Dozens of new Modelling Fund teams have added to this list in the intervening five years, and this year they were joined by the first publications from our Socio-Political Fund, launched in 2024. Researchers with this funding work to better understand how the use of SRM relates to a range of topics, including economics, ethics, health justice, public perception and governance.

Reaching a milestone

Degrees-funded publications range from studies on the impact of climate change and SRM on individual river basins in Malaysia, to how brightening marine clouds in different ocean regions could impact climate across the African continent, and how an SRM stunt in Mexico prompted calls for governance discussions.
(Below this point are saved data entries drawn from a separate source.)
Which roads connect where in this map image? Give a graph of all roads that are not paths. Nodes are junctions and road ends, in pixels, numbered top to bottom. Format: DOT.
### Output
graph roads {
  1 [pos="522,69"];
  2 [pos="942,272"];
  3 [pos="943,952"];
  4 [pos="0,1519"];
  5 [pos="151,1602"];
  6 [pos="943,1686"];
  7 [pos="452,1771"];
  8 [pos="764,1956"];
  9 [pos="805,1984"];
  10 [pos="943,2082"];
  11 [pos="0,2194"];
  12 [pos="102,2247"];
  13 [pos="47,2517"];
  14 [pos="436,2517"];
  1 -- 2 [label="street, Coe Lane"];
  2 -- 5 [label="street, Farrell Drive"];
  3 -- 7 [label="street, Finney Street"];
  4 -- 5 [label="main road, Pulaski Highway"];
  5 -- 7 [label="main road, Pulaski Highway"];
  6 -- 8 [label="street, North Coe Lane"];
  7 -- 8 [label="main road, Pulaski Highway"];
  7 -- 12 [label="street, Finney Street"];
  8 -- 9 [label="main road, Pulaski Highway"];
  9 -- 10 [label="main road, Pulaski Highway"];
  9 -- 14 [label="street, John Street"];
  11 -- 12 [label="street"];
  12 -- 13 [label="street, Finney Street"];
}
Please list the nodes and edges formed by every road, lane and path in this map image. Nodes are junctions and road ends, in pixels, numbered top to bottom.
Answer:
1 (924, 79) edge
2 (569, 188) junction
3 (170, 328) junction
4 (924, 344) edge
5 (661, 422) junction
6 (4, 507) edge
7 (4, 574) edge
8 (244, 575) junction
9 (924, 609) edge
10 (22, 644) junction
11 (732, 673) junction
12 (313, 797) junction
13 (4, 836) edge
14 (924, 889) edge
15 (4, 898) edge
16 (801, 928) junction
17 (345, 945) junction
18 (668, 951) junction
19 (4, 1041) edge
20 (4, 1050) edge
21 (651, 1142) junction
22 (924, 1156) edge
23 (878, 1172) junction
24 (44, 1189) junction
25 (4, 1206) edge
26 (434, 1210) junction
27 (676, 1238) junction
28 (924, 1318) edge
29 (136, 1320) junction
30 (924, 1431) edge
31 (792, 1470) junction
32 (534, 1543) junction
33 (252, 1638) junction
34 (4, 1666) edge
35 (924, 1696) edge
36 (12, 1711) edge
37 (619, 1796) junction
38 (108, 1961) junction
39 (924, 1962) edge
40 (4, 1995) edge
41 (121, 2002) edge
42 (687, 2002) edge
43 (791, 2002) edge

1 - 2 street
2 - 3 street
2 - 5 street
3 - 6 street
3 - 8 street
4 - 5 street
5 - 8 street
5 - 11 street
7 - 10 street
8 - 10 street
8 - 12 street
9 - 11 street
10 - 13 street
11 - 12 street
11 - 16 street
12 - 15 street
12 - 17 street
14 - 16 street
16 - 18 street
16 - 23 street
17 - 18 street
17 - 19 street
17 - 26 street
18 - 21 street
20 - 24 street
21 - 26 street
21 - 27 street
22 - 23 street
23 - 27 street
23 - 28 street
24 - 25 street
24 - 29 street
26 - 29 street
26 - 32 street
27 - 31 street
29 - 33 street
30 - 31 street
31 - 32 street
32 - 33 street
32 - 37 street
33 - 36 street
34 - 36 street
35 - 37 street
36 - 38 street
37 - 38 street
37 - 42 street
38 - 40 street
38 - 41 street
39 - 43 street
This year, the total number of papers published thanks to Degrees’ funding has topped 50. The honour of being the 50th paper is actually held jointly by two papers – both published on 1 August 2025 – one from a socio-political team from Mexico and one from a modelling team from Benin.

The Mexico team’s paper provides a new dataset designed to make it quicker and easier to model climate scenarios where SRM is used, compared to those where it is not. This could allow more scenarios to be created and shared to help governance decisions, such as what happens if one country decides to deploy SRM alone, or if SRM deployment suddenly stops.

The Benin team’s paper assesses the potential influence of SRM on sea-surface salinity (saltiness) in the eastern tropical Atlantic Ocean. Salinity is important for ocean current movements. It can be affected by changing rainfall and the resultant flow of freshwater from rivers, as well as processes within the ocean.

Climate change is predicted to increase rainfall, and so reduce salinity, in regions of the Atlantic fed by the Congo and Niger rivers. The team’s study suggests SRM could, on average, maintain salinity at current levels in both regions.

International influence

The number of papers published thanks to Degrees’ funding continues to rise as new teams come on board and teams that were first funded in 2018 expand their programmes. As well as contributing to global knowledge on SRM, these publications help establish their authors as experts in the field.

Degrees-funded researchers are increasingly shaping the global conversation on SRM. They have presented at high-level scientific meetings, authored influential reports, and advised national policymakers. The recently announced authors of the next major IPCC climate report included 14 Degrees-funded researchers, and a group of African researchers last month wrote a letter in Nature Climate Change calling for the continent to lead on SRM research and governance.

Degrees’ Founder and CEO Andy Parker said: “Reaching 50 published papers in peer-reviewed, international journals is a huge milestone. But what matters more is the growth of expertise in the Global South on SRM and how it may impact the issues that matter most to them. Our goal was to empower researchers to ask their own questions, and it’s enormously gratifying to see them being answered.”